Post by House of Judah on Mon Oct 10, 2016 5:17 am

Bishop Donato Benza

"My thanks, milord." Bishop Donato Benza turned to Francesca. "Come, cousin. Let us meet the lord of this realm and get you a chamber to rest in." Francesca curtsied.

"Thank you, milord." The Bishop took Francesca's hand and led her further into the castle. As they walked away, Donato and Francesca began talking.

"It seems the Jews have made quite the neat little nest for themselves here in Napoli," Donato said.

"Indeed. I know you find it distasteful, but it may be prudent to court them."

"And what ever made you think I find the Jews distasteful?"

"Aren't you the one who was complaining about the Jew-blooded Pope?"

"What of it? A Jew may be ill suited to be Saint Peter's heir, but my physician Porfirio is a Jew. So are several of the managers of our family's holdings. As was a certain girl by the name of Rebecca."

"You brought a Jewess to our bed? How delicious she was. And you didn't even tell me, you cad."

"The Jews are quite the helpful and inventive people, if properly motivated. And it seems their leader in Napoli is here with us now."

"You shall need to make an ally of him, my love."

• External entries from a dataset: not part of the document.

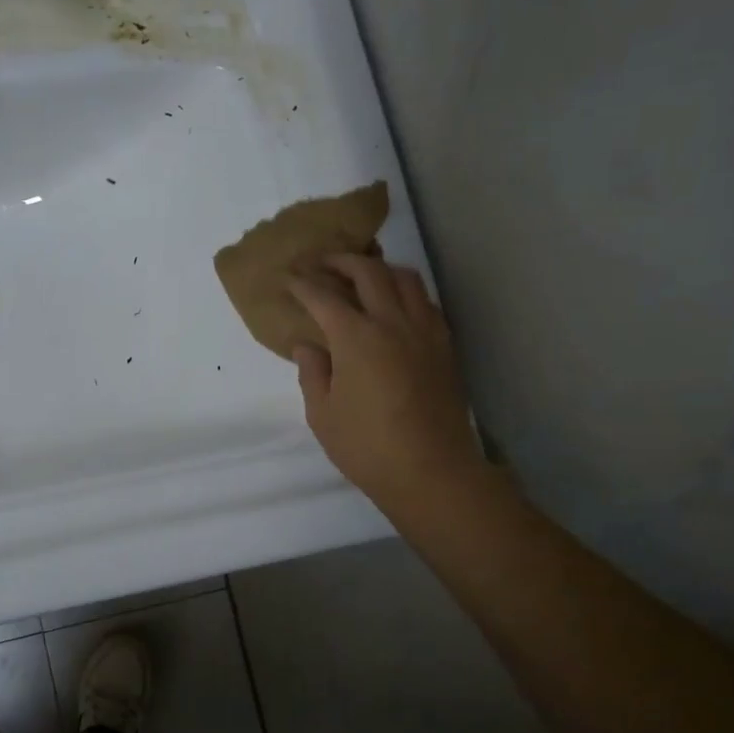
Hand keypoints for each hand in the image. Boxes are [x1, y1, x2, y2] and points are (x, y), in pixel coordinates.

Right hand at [288, 254, 479, 510]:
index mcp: (356, 338)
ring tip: (362, 275)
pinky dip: (405, 292)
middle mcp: (392, 323)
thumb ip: (313, 374)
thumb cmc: (367, 447)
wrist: (431, 471)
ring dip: (379, 268)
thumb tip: (307, 346)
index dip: (303, 284)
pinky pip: (425, 302)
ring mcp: (424, 331)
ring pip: (405, 278)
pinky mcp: (444, 346)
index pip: (324, 297)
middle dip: (341, 261)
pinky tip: (395, 306)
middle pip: (369, 272)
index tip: (289, 278)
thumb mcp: (323, 415)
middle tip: (322, 263)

"Oh rest assured, it shall be one of my greatest priorities, my love." They entered the hall and the smile on Donato's face became slightly strained. "Ah, that Greek bastard is still here. Splendid."



Rav Abramo

"God is as real as you allow him to be," Rav Abramo reassured Gilbert. "Mercy is for those who stand against him and fall. He tests those he loves. Smile Gilbert. If your life is hard then surely he loves you more than most. If not, then you had a nice life and assuredly will be content on your death bed." Rav Abramo followed the bishop and the woman who traveled with him to Osmond's main hall. As he stepped into the hall, he saw the Greek bringing his audience with King Osmond to a close. Abramo frowned. He was later than he had hoped. The Greek was already done. The Rabbi had planned to listen to each of the priests so that he could fairly dissect their words and offer accurate counsel to his liege. He would have to rely on the observations of others to inform his advice. Less than preferable, but it would have to do for now. He stood to the side and waited for the various priests to end their audiences with Osmond.